First of all the book I am writing, which kept me away from blogging. I am at a crucial point, where I am trying to explain to a possible reader, which means essentially to myself by putting myself in the place of a possible reader, the main tenet of Christianity: that funny doctrine which says that the divine ground of all things we call God is at the same time one and three. By a possible reader I don't mean a Christian believer, but any man who, if he just recognizes to be educated, should also recognize to be believer in some authority. Because of this I try to explain to myself through him why to believe in Christ leads us to that funny doctrine of three in one, which is the most translucent account of reality ever given (consonant with the best of science). And therefore that to believe in Christ is the most rational thing any man could do.

This leads me to the other things that press my mind, which on the contrary pull me toward blogging to get rid of the turmoil in which they keep it (I won't say how otherwise this turmoil risks to annoy my wife, forced to listen to me).

Europe, once the land of Christianity, in the last centuries has been progressively turning away from it, a turn which has taken in recent decades a sudden acceleration.
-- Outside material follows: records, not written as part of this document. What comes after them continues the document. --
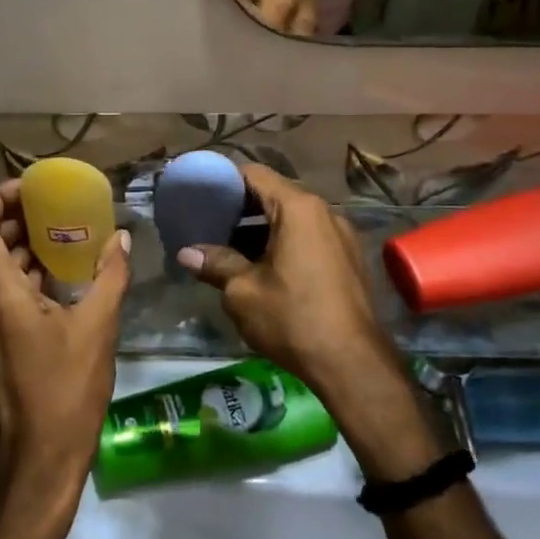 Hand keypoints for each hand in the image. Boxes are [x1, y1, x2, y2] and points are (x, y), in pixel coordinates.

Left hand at [0, 180, 131, 538]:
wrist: (35, 468)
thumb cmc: (64, 394)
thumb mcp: (97, 329)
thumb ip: (109, 277)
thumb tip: (120, 240)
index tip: (32, 189)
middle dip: (15, 220)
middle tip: (54, 209)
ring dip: (19, 249)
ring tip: (62, 238)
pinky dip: (21, 277)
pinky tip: (58, 281)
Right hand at [178, 164, 438, 478]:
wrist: (353, 364)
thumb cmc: (293, 319)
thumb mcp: (243, 292)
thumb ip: (215, 263)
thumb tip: (186, 253)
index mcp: (298, 208)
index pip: (254, 174)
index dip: (224, 180)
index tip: (200, 194)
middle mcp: (323, 212)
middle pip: (274, 194)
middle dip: (240, 207)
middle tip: (208, 222)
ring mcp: (340, 235)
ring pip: (291, 218)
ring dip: (260, 228)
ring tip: (229, 247)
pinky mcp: (347, 259)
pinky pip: (307, 237)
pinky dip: (282, 242)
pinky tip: (261, 267)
The academic, media, and political elites not only act as if indifferent top Christianity, which isn't a novelty, but take a stance toward it that in the best of cases tends simply to erase it from history, in the worst they openly fight it as backward and oppressive.

Does this sound familiar to the American reader of this blog?
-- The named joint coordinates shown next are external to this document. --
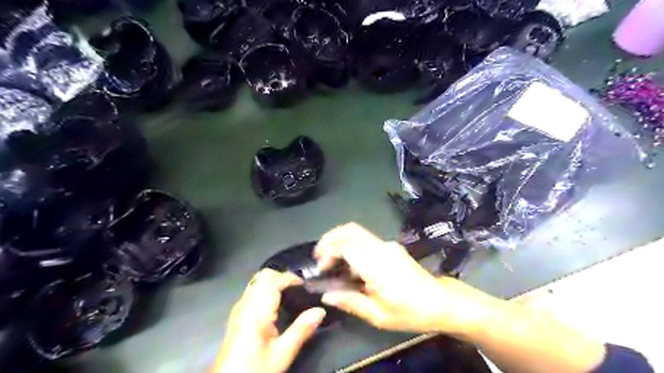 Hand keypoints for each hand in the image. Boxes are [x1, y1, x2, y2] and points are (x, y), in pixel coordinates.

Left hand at [213, 269, 326, 372]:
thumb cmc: (255, 368)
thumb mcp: (282, 354)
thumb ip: (301, 330)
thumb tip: (320, 310)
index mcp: (257, 310)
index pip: (274, 279)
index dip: (291, 278)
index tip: (306, 287)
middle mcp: (246, 303)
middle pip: (264, 275)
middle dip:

Christianity is a belief, a belief is an opinion, and opinions, however they may seems to motivate people's actions, are not fit for a scientific understanding of them. So the point goes. That's why people who think this way hardly will become readers of my book, even though I am writing it for them too. They feel exempt, in fact, from knowing what Christianity is about, and for that matter any other of those beliefs equally called religion. Deemed supernatural, they have no pertinence for those who want to attain themselves to nature. Because, lucky them, they look as if they knew what nature is. (Being so, I'd like to ask them what Einstein's theory of relativity says. As for me, not being a mathematician, I was helped to understand it by the study of the "savage mind", i. e. the thought of archaic or primitive peoples.)

In America, this way of thinking, let's call it "liberal", is also widespread in the "main stream" media, academia, and politics (let's think, alas, of the present administration). Luckily, though, there is in America a more powerful "conservative" resistance to it that in Europe.

Still another thing that presses my mind: the international situation. And to say this means largely the state of the Muslim world. It means Islam, with its home consequences in the Western world.

The peculiar thing that liberals don't seem to realize, is that their way of thinking involves them in an blatant contradiction.

It shows it well their loathing of the foreign policy doctrine of "exporting democracy". Odd thing, if one thinks that they wouldn't let go an inch of their right to do as they like, without an outcry of "oppression", "Nazism", or the like! But when other peoples live under oppressive and nazi-like regimes, they don't seem to be moved.

Perhaps they think that living under political-religious regimes of the Iranian kind is what people there like, and, because what anybody likes has to be granted, we shouldn't interfere. Or they rather think that democracy, while good for us, would be disruptive in other peoples' lives. So, while enjoying the benefits of democracy, they ask who are we to tell others how to live. Too bad that when it concerns us they are quite ready to do it.

We? How can you say that? To us, who are all for tolerance? There you have it. Tolerance. You decide what to tolerate and what not. I actually know that you find the Tea Party quite intolerable. Why don't you find equally intolerable Muslims?

The point worth to notice, with tolerance, is that if you grant a right to somebody, you obligate others. Who might not like it. But have to swallow it.

As for me, I always thought that, either democracy is good also for others, or that it is no good even for us. Of course, this means to find a notion of democracy that could be shared.

Of one thing I am sure: it can't be defined on the basis of tolerance. Should we do it, we would turn democracy into a most oppressive system.

Here I close, because the things that press my mind are so heavy loaded that they would require a book to exhaust them. Ah, I forgot, I am writing it.